La incontinencia verbal daña la buena fama ajena, destruye la reputación del que la practica, deshace vínculos, levanta muros y siembra enemistades duraderas. Es una de las plagas del siglo XXI. No es que antes no existiese pero, ahora, gracias a las nuevas tecnologías, se ha convertido en pandemia devastadora. A tiro de clic en el ordenador, la gente la suelta cuadradas… y luego ya no tiene remedio.
La incontinencia verbal es admisible hasta cierto punto en los muy jóvenes y los muy mayores. Ocurre con la boca lo que con algunos esfínteres, que a esas edades resultan difíciles de controlar. Tampoco hay que confundir la incontinencia verbal con el calentón de boca. El primero es al segundo lo que la viruela al sarpullido. ¿A quién no se le ha calentado la boca alguna vez? Ante los calentones de boca conviene ser tolerantes. No así con los incontinentes verbales, porque se crecen. Sobre todo, no hay que reírles las gracias ni darles cancha, aunque sólo sea porque eso les empuja más al abismo.

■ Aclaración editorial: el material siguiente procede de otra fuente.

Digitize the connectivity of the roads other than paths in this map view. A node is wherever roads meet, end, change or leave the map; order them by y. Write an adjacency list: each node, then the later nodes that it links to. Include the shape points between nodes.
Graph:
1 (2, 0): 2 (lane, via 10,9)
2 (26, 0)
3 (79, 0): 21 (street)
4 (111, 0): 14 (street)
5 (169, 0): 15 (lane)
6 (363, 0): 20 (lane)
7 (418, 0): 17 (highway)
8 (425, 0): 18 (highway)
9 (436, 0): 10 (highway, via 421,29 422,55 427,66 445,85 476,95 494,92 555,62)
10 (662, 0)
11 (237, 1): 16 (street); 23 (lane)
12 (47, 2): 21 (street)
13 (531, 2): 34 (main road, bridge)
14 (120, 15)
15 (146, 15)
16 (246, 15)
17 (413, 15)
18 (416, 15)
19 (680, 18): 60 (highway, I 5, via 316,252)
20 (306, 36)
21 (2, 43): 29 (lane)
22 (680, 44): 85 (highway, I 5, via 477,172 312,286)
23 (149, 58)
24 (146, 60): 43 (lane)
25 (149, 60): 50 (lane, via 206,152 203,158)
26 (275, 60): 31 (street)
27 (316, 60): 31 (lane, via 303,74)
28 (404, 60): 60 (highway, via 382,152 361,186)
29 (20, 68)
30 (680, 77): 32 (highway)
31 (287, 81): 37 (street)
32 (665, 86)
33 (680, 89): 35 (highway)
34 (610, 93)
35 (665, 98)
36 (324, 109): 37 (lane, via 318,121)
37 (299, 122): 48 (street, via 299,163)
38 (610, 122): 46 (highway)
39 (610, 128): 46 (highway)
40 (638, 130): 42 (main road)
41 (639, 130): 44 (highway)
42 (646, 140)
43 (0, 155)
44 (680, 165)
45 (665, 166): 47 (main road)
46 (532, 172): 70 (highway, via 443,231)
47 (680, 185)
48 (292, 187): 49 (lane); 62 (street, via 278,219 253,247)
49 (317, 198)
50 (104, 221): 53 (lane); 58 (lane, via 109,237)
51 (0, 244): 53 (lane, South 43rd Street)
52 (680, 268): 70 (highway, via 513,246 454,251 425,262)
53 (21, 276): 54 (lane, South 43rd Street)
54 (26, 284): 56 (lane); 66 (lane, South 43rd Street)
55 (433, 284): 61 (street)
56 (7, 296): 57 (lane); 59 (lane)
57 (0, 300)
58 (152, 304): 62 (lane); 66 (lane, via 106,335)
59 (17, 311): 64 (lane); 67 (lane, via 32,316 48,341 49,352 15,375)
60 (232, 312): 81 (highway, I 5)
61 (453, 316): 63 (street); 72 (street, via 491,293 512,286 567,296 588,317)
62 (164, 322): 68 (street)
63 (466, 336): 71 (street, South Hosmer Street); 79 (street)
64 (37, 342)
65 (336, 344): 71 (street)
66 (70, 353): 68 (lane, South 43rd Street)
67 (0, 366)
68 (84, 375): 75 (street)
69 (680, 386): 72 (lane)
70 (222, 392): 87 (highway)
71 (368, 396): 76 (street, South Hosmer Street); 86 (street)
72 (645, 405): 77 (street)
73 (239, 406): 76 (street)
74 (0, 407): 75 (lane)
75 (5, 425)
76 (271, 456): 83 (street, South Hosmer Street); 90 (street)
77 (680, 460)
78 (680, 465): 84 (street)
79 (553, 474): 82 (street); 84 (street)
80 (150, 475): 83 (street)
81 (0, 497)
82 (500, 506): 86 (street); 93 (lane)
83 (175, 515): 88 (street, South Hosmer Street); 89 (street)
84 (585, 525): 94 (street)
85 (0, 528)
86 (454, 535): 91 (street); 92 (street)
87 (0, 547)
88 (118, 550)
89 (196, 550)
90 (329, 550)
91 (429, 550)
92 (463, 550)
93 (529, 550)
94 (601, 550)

La incontinencia verbal da pie a la soberbia propia. Enciende también la ira ajena. Como no está uno de los pecados capitales cristianos, no se redime con el simple arrepentimiento. Tampoco alcanza casi nunca el perdón. No existe vacuna pero sí, al menos, medidas profilácticas para precaverse contra ella. La mesura es una. La segunda lo que decía Napoleón: cuando creas que te han ofendido, aguarda.
También recordar los viejos refranes, convertidos en este caso en recetas de la abuela: En boca cerrada, no entran moscas.